§ **What is expected**
Filter this listing down to the lines that contain the word "West", and copy them.

═══ Provided data

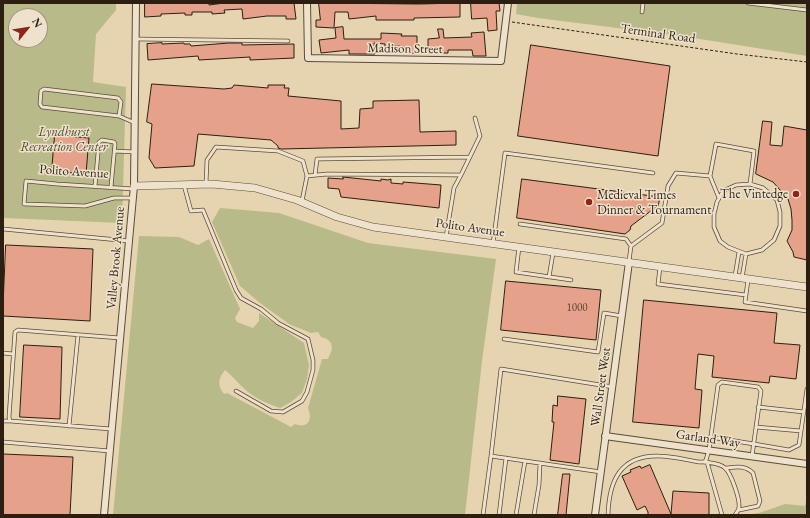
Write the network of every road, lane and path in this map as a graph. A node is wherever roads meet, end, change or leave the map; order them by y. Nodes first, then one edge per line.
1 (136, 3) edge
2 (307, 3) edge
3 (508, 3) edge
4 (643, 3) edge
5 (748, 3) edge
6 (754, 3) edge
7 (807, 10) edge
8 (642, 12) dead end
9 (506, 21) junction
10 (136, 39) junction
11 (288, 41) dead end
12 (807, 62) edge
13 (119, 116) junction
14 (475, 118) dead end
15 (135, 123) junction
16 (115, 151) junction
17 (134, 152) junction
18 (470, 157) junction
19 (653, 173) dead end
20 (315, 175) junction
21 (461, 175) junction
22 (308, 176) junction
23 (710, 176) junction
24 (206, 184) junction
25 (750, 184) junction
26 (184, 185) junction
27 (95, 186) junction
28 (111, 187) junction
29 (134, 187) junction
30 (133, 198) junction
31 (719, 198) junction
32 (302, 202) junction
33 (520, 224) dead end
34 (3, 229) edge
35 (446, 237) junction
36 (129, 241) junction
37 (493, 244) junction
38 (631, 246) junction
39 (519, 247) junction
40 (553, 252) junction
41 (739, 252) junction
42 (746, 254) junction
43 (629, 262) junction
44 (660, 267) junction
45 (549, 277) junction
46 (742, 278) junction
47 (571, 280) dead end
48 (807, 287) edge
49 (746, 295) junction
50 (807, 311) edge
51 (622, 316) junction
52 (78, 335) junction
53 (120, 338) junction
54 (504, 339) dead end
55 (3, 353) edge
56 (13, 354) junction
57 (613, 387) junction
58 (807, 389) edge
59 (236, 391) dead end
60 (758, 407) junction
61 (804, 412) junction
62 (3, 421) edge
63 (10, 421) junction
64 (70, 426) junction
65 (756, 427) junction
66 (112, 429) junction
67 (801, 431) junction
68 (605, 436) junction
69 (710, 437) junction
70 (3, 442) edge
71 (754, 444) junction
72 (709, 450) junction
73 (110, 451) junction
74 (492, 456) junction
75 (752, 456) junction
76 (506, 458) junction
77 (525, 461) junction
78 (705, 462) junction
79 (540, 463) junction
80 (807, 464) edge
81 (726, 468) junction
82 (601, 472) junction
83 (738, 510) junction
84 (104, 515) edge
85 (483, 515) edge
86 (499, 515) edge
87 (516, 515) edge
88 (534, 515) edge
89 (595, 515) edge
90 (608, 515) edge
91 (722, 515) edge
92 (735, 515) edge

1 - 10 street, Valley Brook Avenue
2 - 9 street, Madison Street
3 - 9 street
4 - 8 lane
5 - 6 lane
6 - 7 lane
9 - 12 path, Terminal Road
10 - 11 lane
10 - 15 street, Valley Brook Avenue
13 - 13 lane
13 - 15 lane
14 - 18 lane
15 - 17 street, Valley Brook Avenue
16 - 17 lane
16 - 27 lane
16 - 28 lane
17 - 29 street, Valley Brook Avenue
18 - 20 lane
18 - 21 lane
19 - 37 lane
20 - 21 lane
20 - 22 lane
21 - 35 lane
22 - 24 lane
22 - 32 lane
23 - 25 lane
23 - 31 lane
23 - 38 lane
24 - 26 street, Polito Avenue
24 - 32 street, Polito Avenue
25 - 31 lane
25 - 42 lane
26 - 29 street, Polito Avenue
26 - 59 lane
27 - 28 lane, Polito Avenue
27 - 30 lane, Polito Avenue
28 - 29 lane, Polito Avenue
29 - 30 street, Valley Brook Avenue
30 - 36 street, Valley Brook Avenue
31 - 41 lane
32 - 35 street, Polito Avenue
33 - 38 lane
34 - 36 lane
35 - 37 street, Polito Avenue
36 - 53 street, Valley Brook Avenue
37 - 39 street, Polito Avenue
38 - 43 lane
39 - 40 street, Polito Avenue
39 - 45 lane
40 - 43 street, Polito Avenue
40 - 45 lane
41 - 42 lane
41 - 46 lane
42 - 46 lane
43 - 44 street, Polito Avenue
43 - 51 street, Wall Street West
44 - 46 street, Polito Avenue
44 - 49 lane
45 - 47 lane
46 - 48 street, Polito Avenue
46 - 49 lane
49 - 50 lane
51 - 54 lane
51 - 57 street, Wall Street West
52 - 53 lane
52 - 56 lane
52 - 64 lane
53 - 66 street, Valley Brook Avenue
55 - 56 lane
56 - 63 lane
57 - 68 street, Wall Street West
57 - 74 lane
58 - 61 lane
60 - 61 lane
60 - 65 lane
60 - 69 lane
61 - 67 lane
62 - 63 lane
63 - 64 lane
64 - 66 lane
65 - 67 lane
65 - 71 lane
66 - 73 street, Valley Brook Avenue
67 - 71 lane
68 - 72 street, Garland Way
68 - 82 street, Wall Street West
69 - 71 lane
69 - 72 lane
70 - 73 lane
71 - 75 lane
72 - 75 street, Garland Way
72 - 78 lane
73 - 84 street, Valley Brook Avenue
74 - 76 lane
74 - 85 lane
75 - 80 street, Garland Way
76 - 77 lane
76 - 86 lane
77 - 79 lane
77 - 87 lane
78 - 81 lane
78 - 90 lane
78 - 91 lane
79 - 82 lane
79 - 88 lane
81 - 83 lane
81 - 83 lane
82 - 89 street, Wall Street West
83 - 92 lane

══════

§ **Answer section**
43 - 51 street, Wall Street West
51 - 57 street, Wall Street West
57 - 68 street, Wall Street West
68 - 82 street, Wall Street West
82 - 89 street, Wall Street West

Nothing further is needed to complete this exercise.